I don’t ever want to go through another month like March again. Himself missed going into hospital by a whisker, as he had significant breathing difficulties. As for me, I was coping with severe joint pain and life-muffling exhaustion. I just slept, or endured the pain. And no one could come in and help us. It was frightening and miserable. What we did have was a steady stream of concerned enquiries from loving family and my wonderful sister and daughter ensured we didn’t go without any medication or food – not that we ate all that much.

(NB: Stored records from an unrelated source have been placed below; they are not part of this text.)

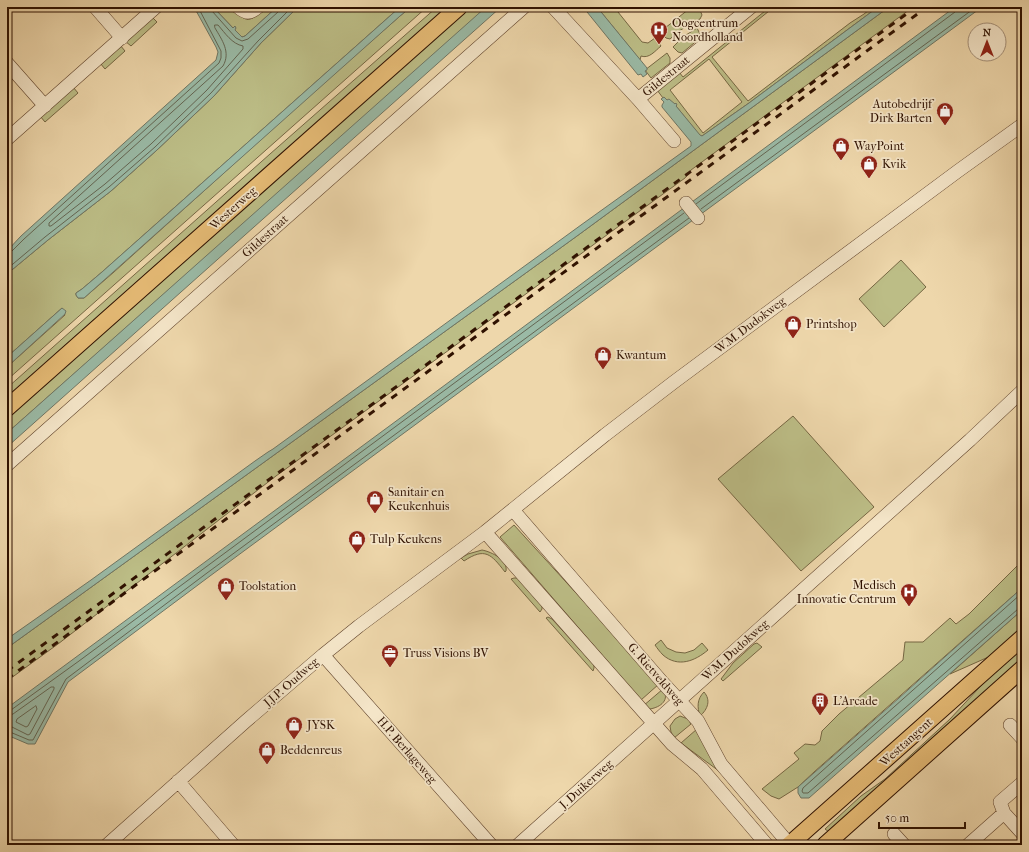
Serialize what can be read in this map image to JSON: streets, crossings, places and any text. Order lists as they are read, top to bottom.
{
  "streets": {
    "main road": ["Westerweg", "Westtangent"],
    "street": [
      "Gildestraat",
      "W.M. Dudokweg",
      "G. Rietveldweg",
      "J.J.P. Oudweg",
      "H.P. Berlageweg",
      "J. Duikerweg"
    ]
  },
  "crossings": [
    ["W.M. Dudokweg", "G. Rietveldweg"],
    ["W.M. Dudokweg", "J.J.P. Oudweg"],
    ["W.M. Dudokweg", "J. Duikerweg"],
    ["G. Rietveldweg", "Westtangent"],
    ["J.J.P. Oudweg", "H.P. Berlageweg"]
  ],
  "places": {
    "hospital": ["Oogcentrum Noordholland", "Medisch Innovatie Centrum"],
    "shop": [
      "Autobedrijf Dirk Barten",
      "WayPoint",
      "Kvik",
      "Printshop",
      "Kwantum",
      "Sanitair en Keukenhuis",
      "Tulp Keukens",
      "Toolstation",
      "JYSK",
      "Beddenreus"
    ],
    "office": ["Truss Visions BV"],
    "building": ["L'Arcade"]
  },
  "scale_bar": "50 m",
  "north": "top"
}
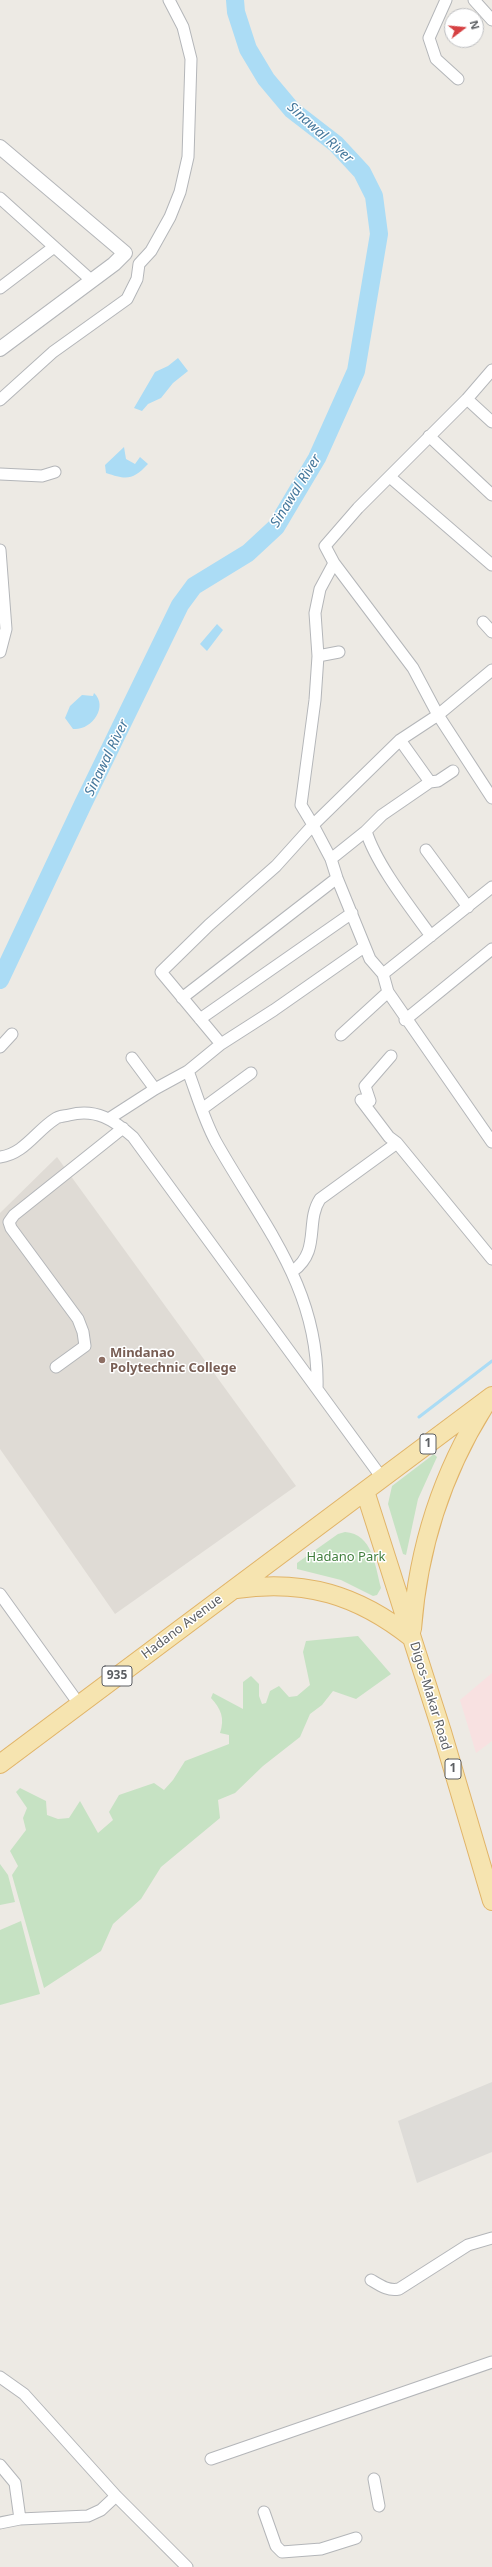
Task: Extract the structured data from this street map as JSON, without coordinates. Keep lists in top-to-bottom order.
{
  "streets": {
    "main road": [
      "1",
      "Hadano Avenue",
      "935",
      "Digos-Makar Road"
    ]
  },
  "crossings": [
    ["1", "Hadano Avenue"],
    ["1", "Digos-Makar Road"],
    ["Hadano Avenue", "Digos-Makar Road"]
  ],
  "water": ["Sinawal River"],
  "parks": ["Hadano Park"],
  "places": ["Mindanao Polytechnic College"],
  "north": "right"
}
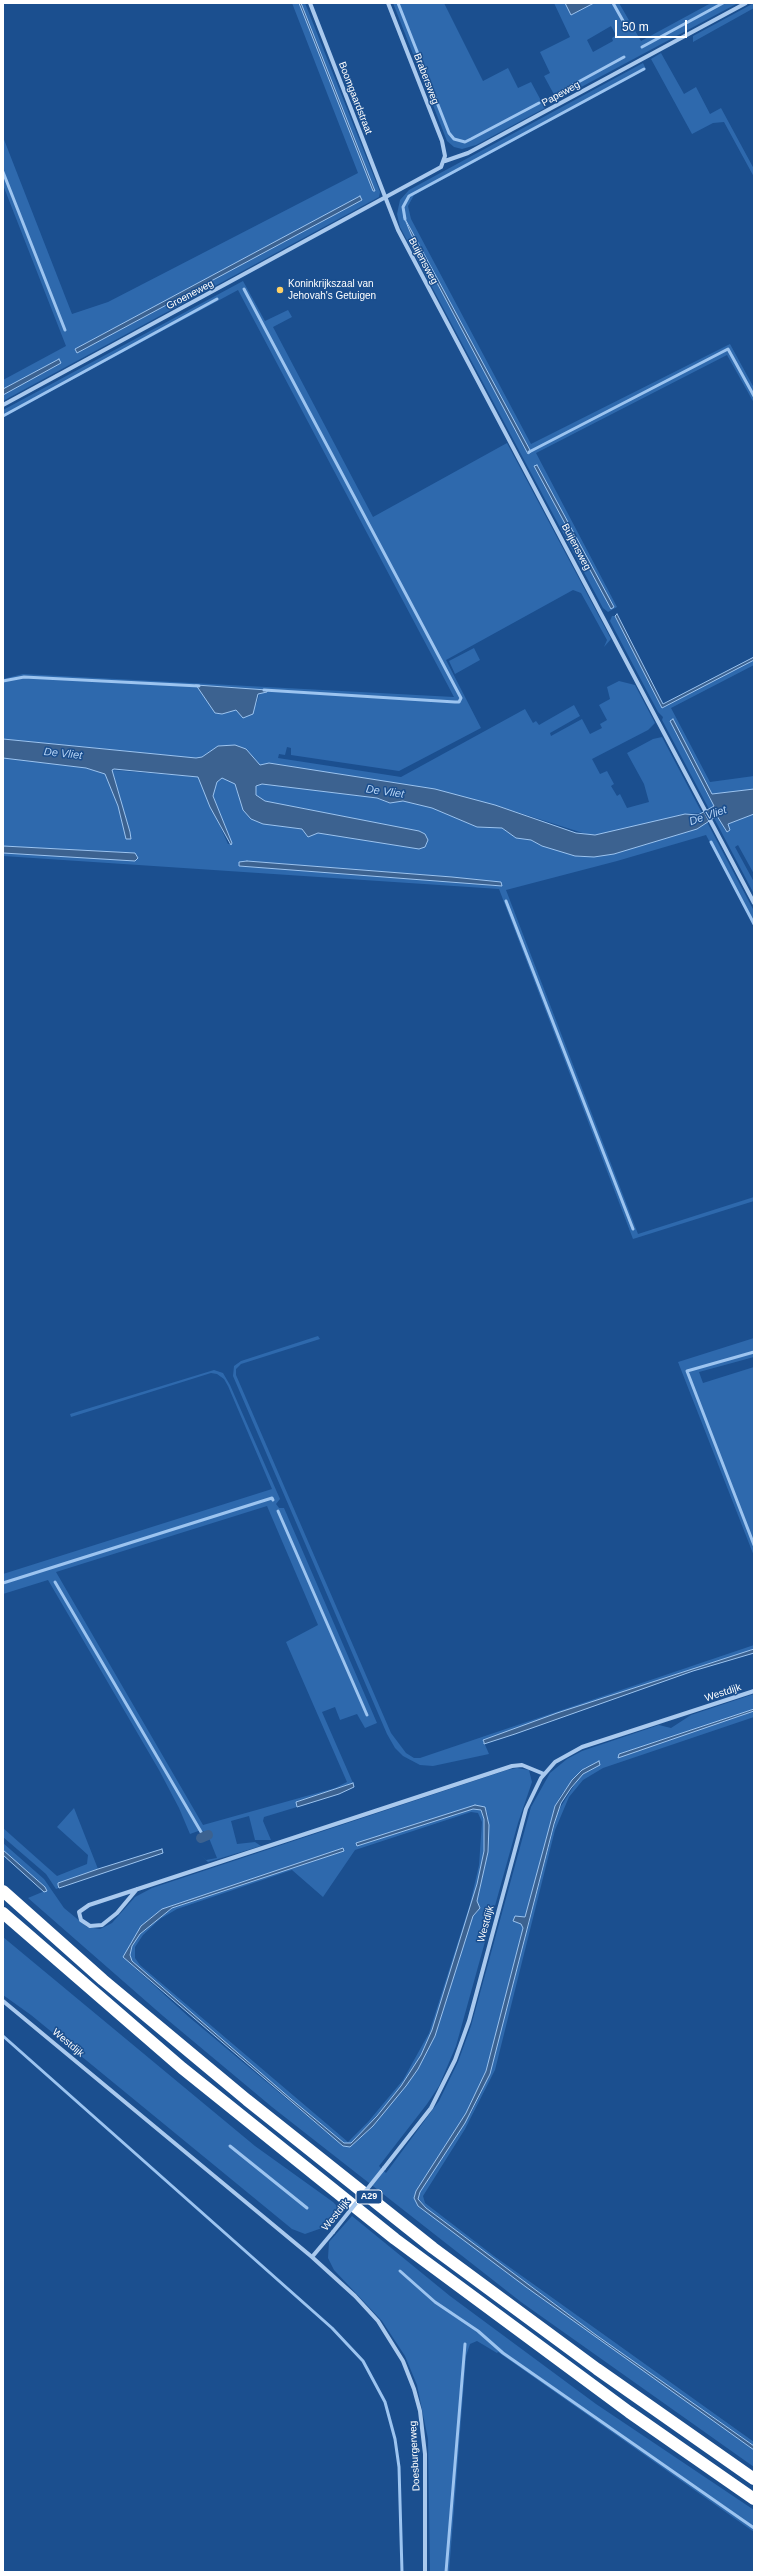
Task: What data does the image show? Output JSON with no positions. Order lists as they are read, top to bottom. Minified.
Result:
{"streets":{"highway":["A29"],"street":["Brabersweg","Papeweg","Boomgaardstraat","Buijensweg","Groeneweg","Westdijk","Doesburgerweg"]},"crossings":[["Brabersweg","Papeweg"],["Papeweg","Boomgaardstraat"],["Papeweg","Buijensweg"],["Papeweg","Groeneweg"],["Boomgaardstraat","Buijensweg"],["Boomgaardstraat","Groeneweg"],["Buijensweg","Groeneweg"],["Westdijk","Doesburgerweg"]],"water":["De Vliet"],"places":["Koninkrijkszaal van Jehovah's Getuigen"],"scale_bar":"50 m"}
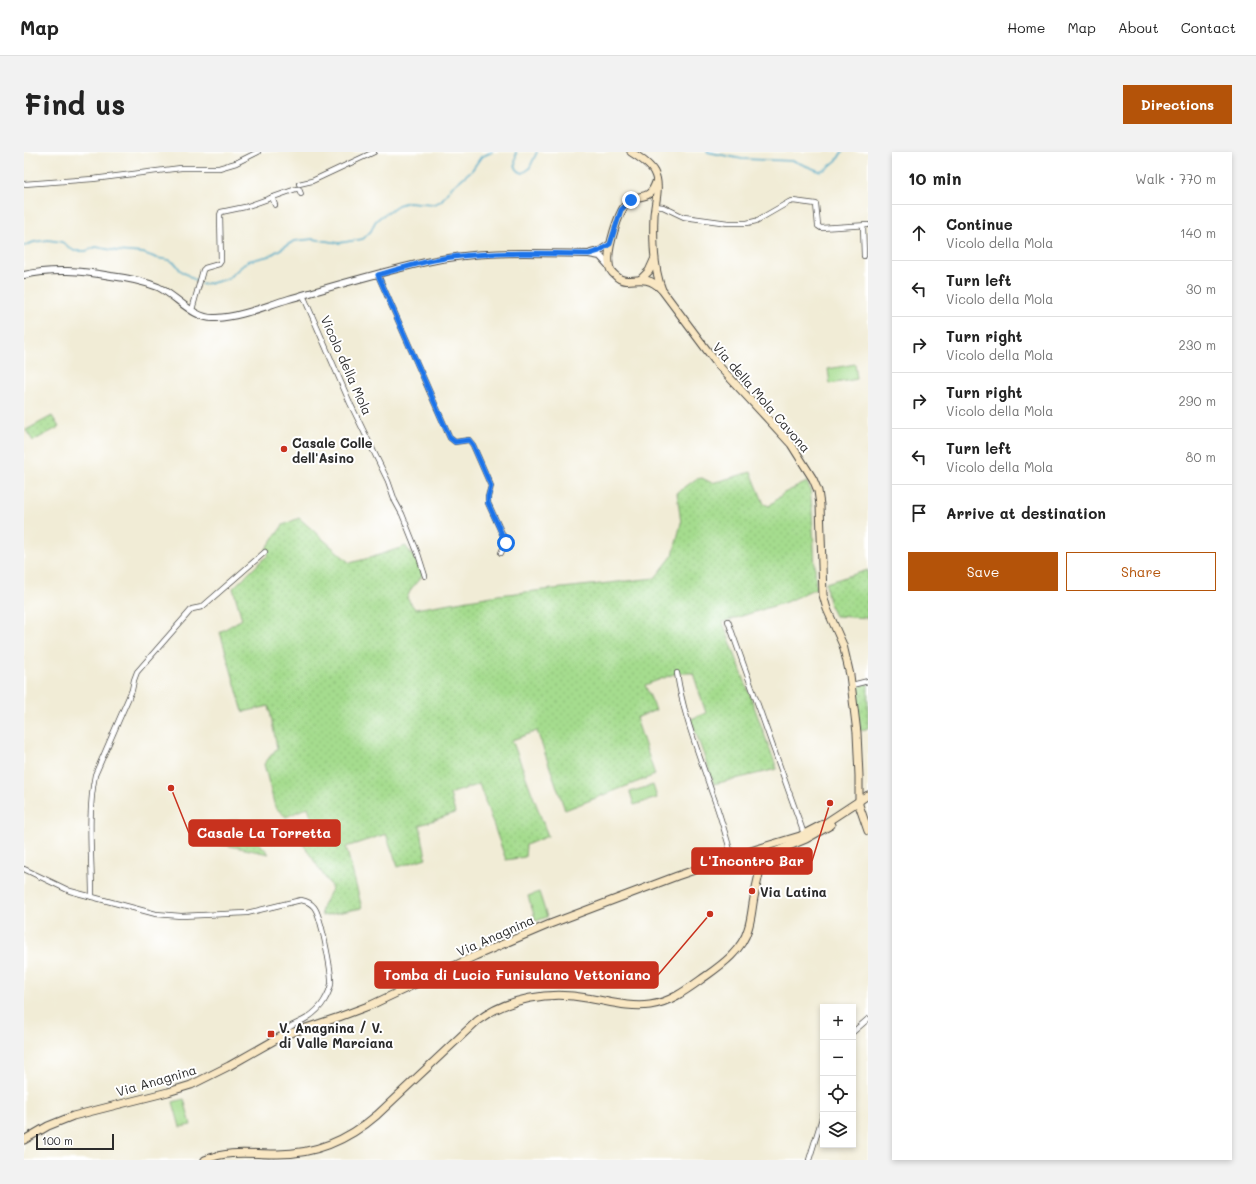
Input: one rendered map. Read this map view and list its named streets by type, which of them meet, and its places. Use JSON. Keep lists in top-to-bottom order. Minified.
{"streets":{"main road":["Via della Mola Cavona","Via Anagnina"],"street":["Vicolo della Mola"]},"crossings":[["Via della Mola Cavona","Via Anagnina"]],"places":{"other":["Casale Colle dell'Asino","Casale La Torretta","L'Incontro Bar","Via Latina","Tomba di Lucio Funisulano Vettoniano"],"transit":["V. Anagnina / V. di Valle Marciana"]},"scale_bar":"100 m","page":{"header":"Map","nav":["Home","Map","About","Contact"],"buttons":["Directions",["Save","Share"]],"title":"Find us","heading":["10 min","Walk · 770 m"],"list":[["Continue","Vicolo della Mola","140 m"],["Turn left","Vicolo della Mola","30 m"],["Turn right","Vicolo della Mola","230 m"],["Turn right","Vicolo della Mola","290 m"],["Turn left","Vicolo della Mola","80 m"],"Arrive at destination"],"map_buttons":["+","−"],"scale":"100 m"}}
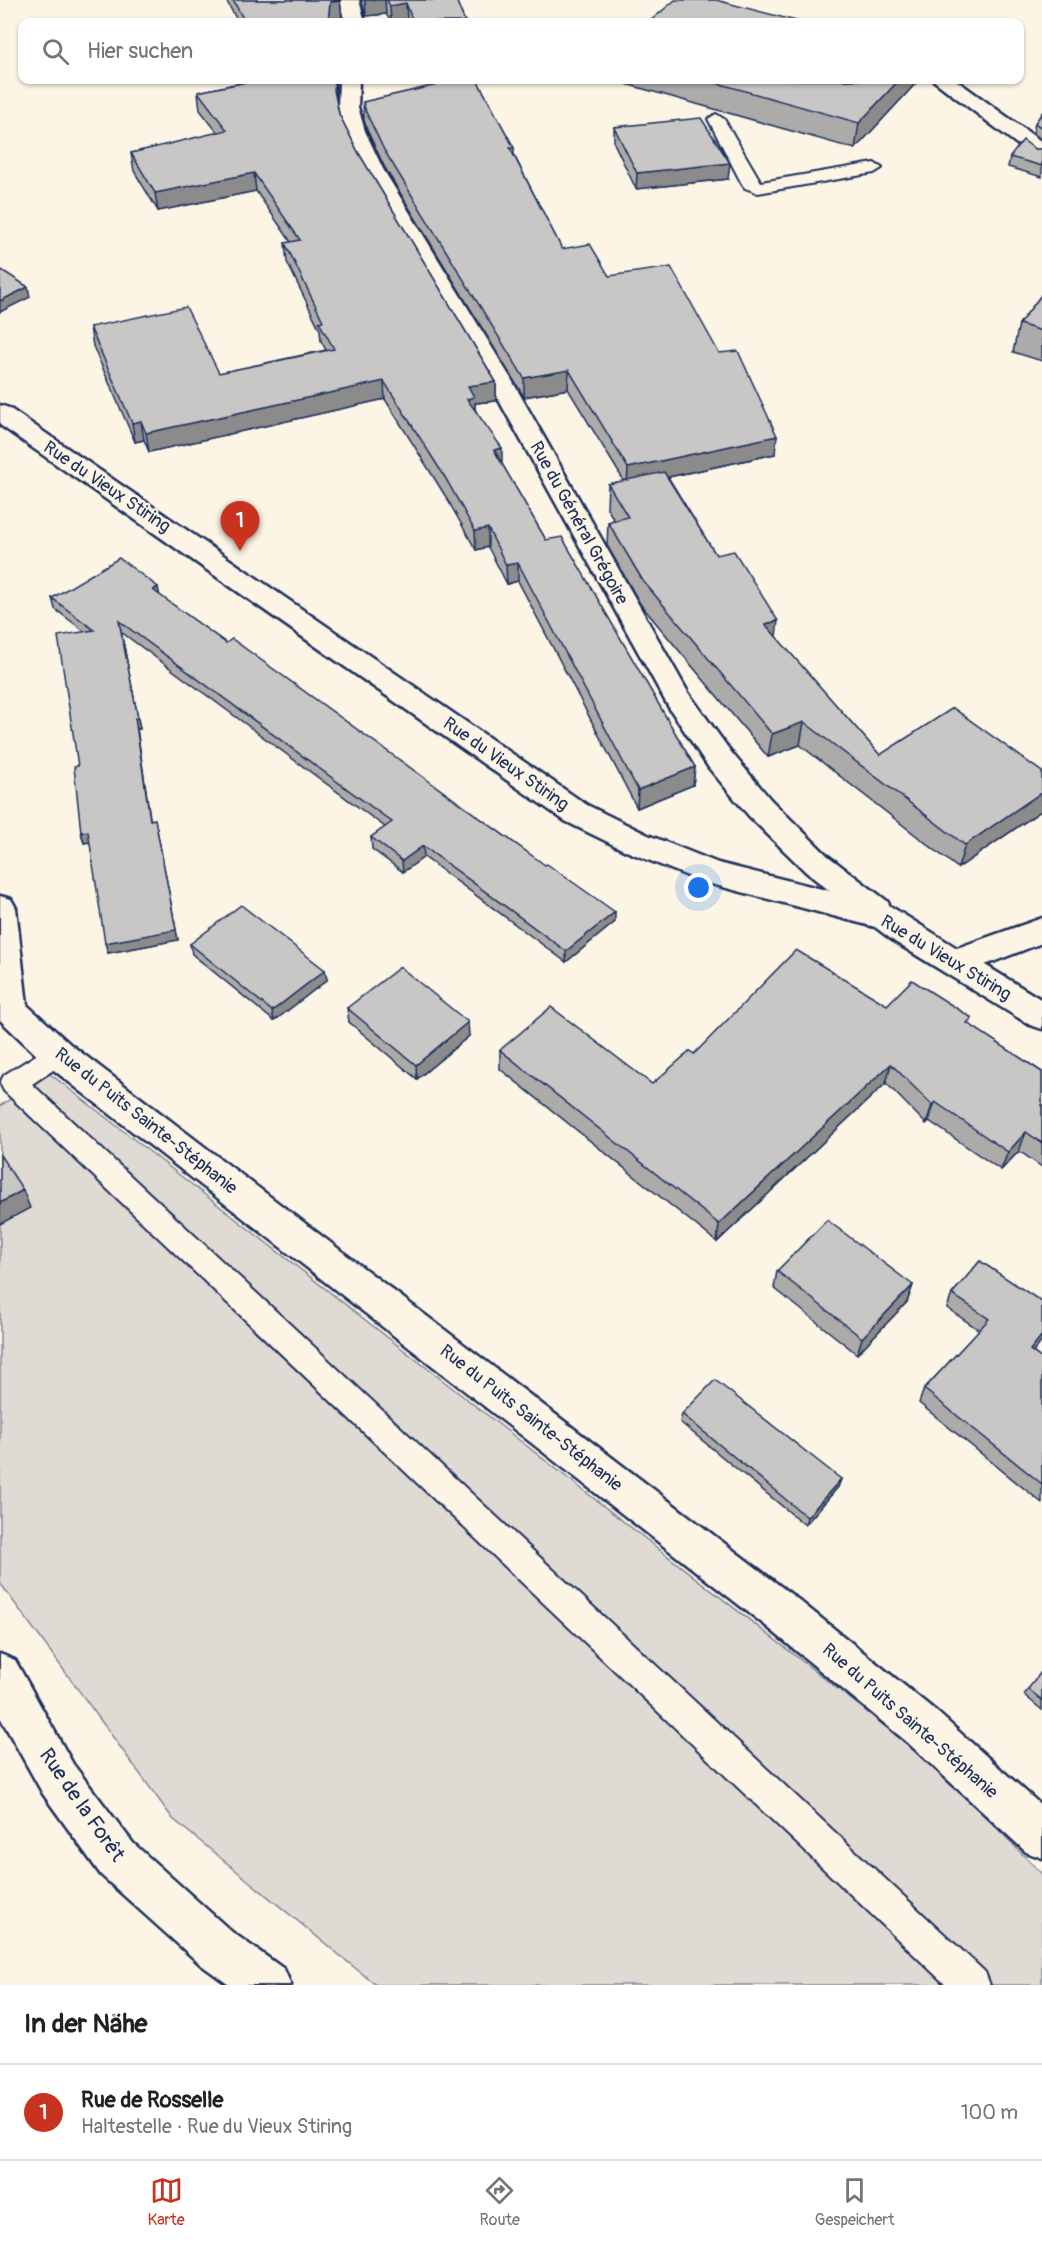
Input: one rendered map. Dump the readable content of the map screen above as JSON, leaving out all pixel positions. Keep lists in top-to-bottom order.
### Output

Himself has just started back to work, but I am still recovering. Yesterday I’d planned to start back on my blog, but it was a bad day. I woke up at midday feeling exhausted and by the time I’d showered and dressed – that was it. I’m having to learn to pace myself. So there will still be sudden absences, for which I apologise. But I’ve already learnt the hard way that if I try to push through it, I just end up feeling worse. And most of my mental energy has to go to my writing, which is what keeps my mental health topped up.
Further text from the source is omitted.